Euro advances after Lagarde rejects October rate cut

The euro rose against the dollar on Thursday after European Central Bank President Christine Lagarde lowered expectations for an interest rate cut next month and said the bank will let economic data dictate the next policy move.

“We will decide on a meeting-by-meeting basis,” Lagarde said at a news conference after the ECB cut rates again on Thursday by 25 basis points amid slowing inflation and economic growth. “I am not offering any kind of commitment as to that specific date and our path is not predetermined at all.”

The ECB cut its deposit rate to 3.5%, as widely expected. The refinancing rate, however, was cut by a much larger 60 basis points to 3.65% in a long-anticipated technical adjustment. Rate futures have reduced bets on an October rate cut to just over seven basis points from 10 basis points just before Lagarde’s speech, according to LSEG calculations. “Looking ahead, the path for interest rates remains uncertain,” said Yael Selfin, chief U.K. economist at KPMG.

“Although there is broad consensus in the Governing Council that monetary policy restrictions should be relaxed, there are still divergent opinions on the pace of the cuts.” She expects further easing in December, which would reduce the interest rate on deposits to 3.25 percent.

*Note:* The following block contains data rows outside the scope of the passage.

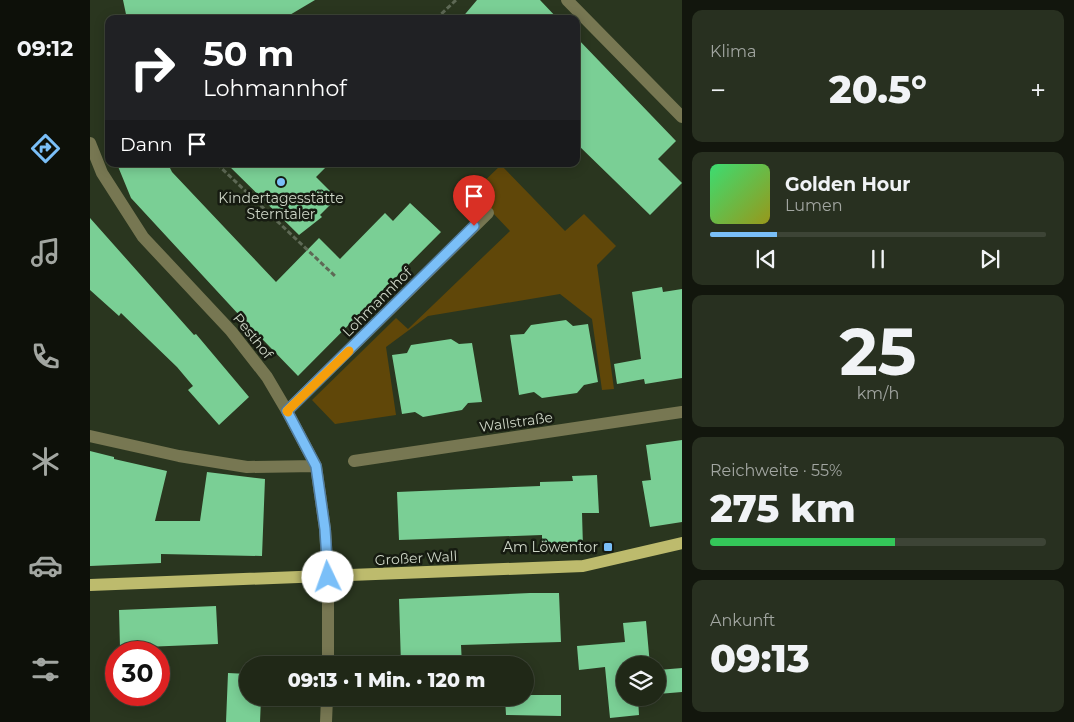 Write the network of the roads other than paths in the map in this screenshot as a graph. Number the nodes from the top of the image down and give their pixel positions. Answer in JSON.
{"nodes":[{"id":1,"x":567,"y":0,"type":"edge"},
{"id":2,"x":682,"y":117,"type":"edge"},
{"id":3,"x":90,"y":143,"type":"edge"},
{"id":4,"x":488,"y":213,"type":"dead end"},
{"id":5,"x":287,"y":411,"type":"junction"},
{"id":6,"x":682,"y":412,"type":"edge"},
{"id":7,"x":90,"y":436,"type":"edge"},
{"id":8,"x":354,"y":461,"type":"dead end"},
{"id":9,"x":316,"y":466,"type":"junction"},
{"id":10,"x":682,"y":543,"type":"edge"},
{"id":11,"x":328,"y":577,"type":"junction"},
{"id":12,"x":90,"y":585,"type":"edge"},
{"id":13,"x":328,"y":656,"type":"edge"},
{"id":14,"x":327,"y":706,"type":"edge"},
{"id":15,"x":326,"y":722,"type":"edge"}],
"edges":[{"from":1,"to":2,"type":"street"},
{"from":3,"to":5,"type":"street","name":"Pesthof"},
{"from":4,"to":5,"type":"street","name":"Lohmannhof"},
{"from":5,"to":9,"type":"street","name":"Pesthof"},
{"from":6,"to":8,"type":"street","name":"Wallstraße"},
{"from":7,"to":9,"type":"street"},
{"from":9,"to":11,"type":"street","name":"Pesthof"},
{"from":10,"to":11,"type":"main road","name":"Großer Wall"},
{"from":11,"to":12,"type":"main road","name":"Großer Wall"},
{"from":11,"to":13,"type":"street","name":"Pesthof"},
{"from":14,"to":15,"type":"street"}]}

If the outlook for the euro zone weakens further, Selfin believes ECB policymakers will increase the pace of cuts next year to a terminal rate of around 2.25 percent. The euro rose 0.3 percent to $1.1039, but is down 0.5 percent so far this week. The euro was up 0.4 percent at 157.38 yen. In the United States, the dollar index fell 0.2 percent to 101.58, boosted by gains in the euro, the index’s largest component. Against the yen, the dollar closed flat on the day at 142.41, after gaining 0.2 percent so far this week.

U.S. economic data released on Thursday cemented expectations that the Federal Reserve will cut rates by 25 basis points next week. Initial claims for U.S. jobless benefits rose by 2,000 to a seasonally adjusted 230,000, in line with expectations, in the week ending Sept. 7, the data showed.

US producer prices rose slightly more than expected in August, up 0.2%, due to higher services costs, but the trend remained in line with declining inflation. July data was revised down to show the producer price index unchanged rather than rising slightly 0.1% as previously reported.

Economists polled by Reuters had forecast the PPI rising 0.1 percent. “Stable producer prices should boost investment and that will boost the economy,” Scott Helfstein, chief investment strategist at Global X, wrote in emailed comments.

“It’s time for the Fed to cut, but it might as well do it slowly and steadily. That seems to be its operating model.” The U.S. rate futures market has priced in just a 13 percent chance of a 50-basis-point cut this month, down from 50 percent on Friday following a mixed U.S. nonfarm payrolls report. For 2024, rate futures are looking for cuts of 105 basis points, down from 113 basis points earlier this week. Naoki Tamura, a board member of the Bank of Japan known as a policy hawk, said on Thursday the BOJ must raise rates to at least 1 percent as early as the second half of the next fiscal year, but added that it would likely raise rates slowly and in stages.

On Wednesday, BOJ board member Junko Nakagawa reinforced the central bank’s hawkish stance by saying low real rates leave room for further rate hikes. Those comments have helped the yen, which has gained 2.6 percent so far this year against the dollar. In other currencies, sterling rose 0.3 percent against the dollar to $1.3083 after falling to $1.30025 in the previous session, its lowest level since Aug. 20.